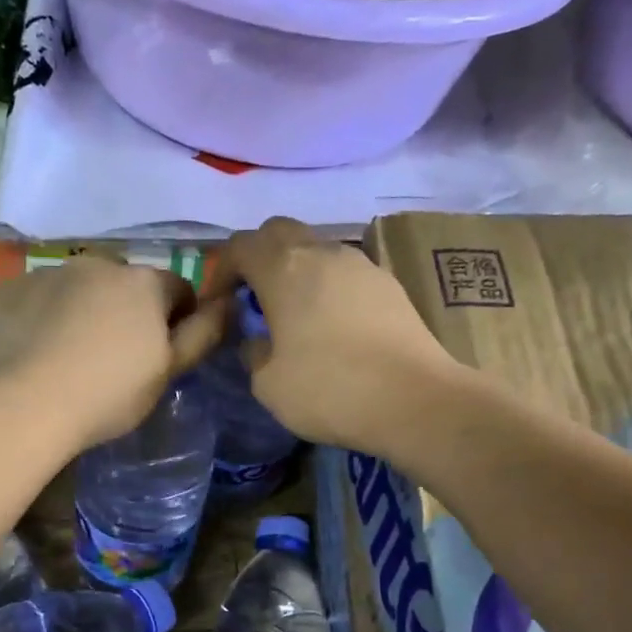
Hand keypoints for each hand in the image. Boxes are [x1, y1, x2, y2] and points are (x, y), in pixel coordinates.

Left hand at [0, 257, 228, 449]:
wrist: (25, 404)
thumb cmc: (109, 393)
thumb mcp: (167, 371)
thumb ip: (202, 334)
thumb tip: (228, 303)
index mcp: (143, 282)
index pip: (176, 289)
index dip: (176, 319)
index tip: (161, 352)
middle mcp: (97, 264)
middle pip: (123, 285)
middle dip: (125, 310)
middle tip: (112, 356)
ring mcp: (48, 273)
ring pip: (76, 289)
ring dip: (81, 309)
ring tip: (67, 355)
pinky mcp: (9, 289)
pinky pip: (36, 299)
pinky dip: (40, 316)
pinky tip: (33, 351)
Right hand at [215, 217, 461, 455]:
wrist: (414, 400)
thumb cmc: (329, 390)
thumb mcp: (268, 383)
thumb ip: (253, 351)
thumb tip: (258, 339)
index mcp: (283, 269)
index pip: (240, 245)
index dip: (221, 270)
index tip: (218, 303)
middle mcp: (321, 253)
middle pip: (279, 231)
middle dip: (259, 256)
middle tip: (252, 296)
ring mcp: (360, 264)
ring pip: (316, 247)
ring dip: (295, 269)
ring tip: (293, 311)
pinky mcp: (388, 283)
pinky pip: (344, 271)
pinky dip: (327, 285)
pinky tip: (331, 323)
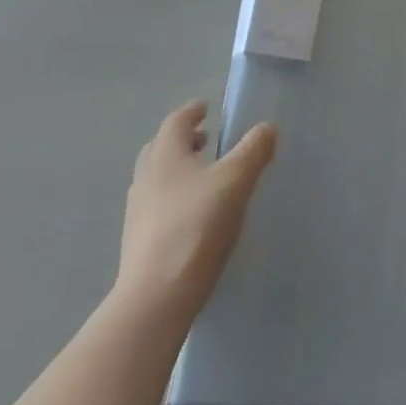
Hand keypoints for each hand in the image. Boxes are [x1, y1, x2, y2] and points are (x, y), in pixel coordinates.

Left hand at [115, 102, 277, 323]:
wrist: (157, 296)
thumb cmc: (197, 226)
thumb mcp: (235, 181)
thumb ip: (253, 150)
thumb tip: (267, 127)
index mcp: (165, 155)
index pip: (176, 121)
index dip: (192, 112)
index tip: (206, 108)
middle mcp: (146, 177)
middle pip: (161, 148)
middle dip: (183, 140)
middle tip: (206, 139)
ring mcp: (138, 212)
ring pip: (157, 178)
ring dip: (179, 170)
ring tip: (204, 178)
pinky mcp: (139, 242)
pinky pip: (157, 206)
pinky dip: (175, 198)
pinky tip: (194, 215)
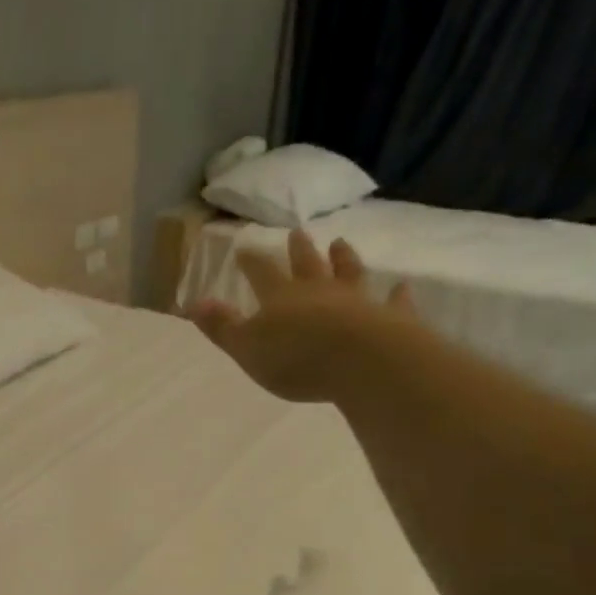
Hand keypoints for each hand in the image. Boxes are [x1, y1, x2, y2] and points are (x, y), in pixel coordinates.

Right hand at [189, 229, 419, 402]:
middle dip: (298, 250)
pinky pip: (393, 303)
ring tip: (340, 242)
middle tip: (296, 232)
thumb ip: (222, 327)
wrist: (360, 362)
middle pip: (306, 265)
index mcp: (281, 298)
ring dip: (343, 258)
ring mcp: (356, 301)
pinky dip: (397, 296)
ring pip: (348, 273)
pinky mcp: (388, 318)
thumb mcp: (246, 348)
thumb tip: (193, 303)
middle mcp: (318, 291)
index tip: (244, 247)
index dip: (251, 262)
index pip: (261, 273)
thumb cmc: (296, 359)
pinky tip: (401, 287)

○ ○ ○

--- Exercise directions ---
In the entries above, find the line with "middle dip: (298, 250)", then retype it and every line after it exactly.

--- Response box ---
middle dip: (298, 250)
pinky pip: (393, 303)
ring tip: (340, 242)
middle tip: (296, 232)
thumb ip: (222, 327)
wrist: (360, 362)
middle pip: (306, 265)
index mcp: (281, 298)
ring dip: (343, 258)
ring mcp: (356, 301)
pinky dip: (397, 296)
ring pip: (348, 273)
pinky mcp: (388, 318)
thumb mcp: (246, 348)
thumb tip: (193, 303)
middle mcp: (318, 291)
index tip: (244, 247)
index dip: (251, 262)
index pip: (261, 273)
thumb cmc: (296, 359)
pinky tip: (401, 287)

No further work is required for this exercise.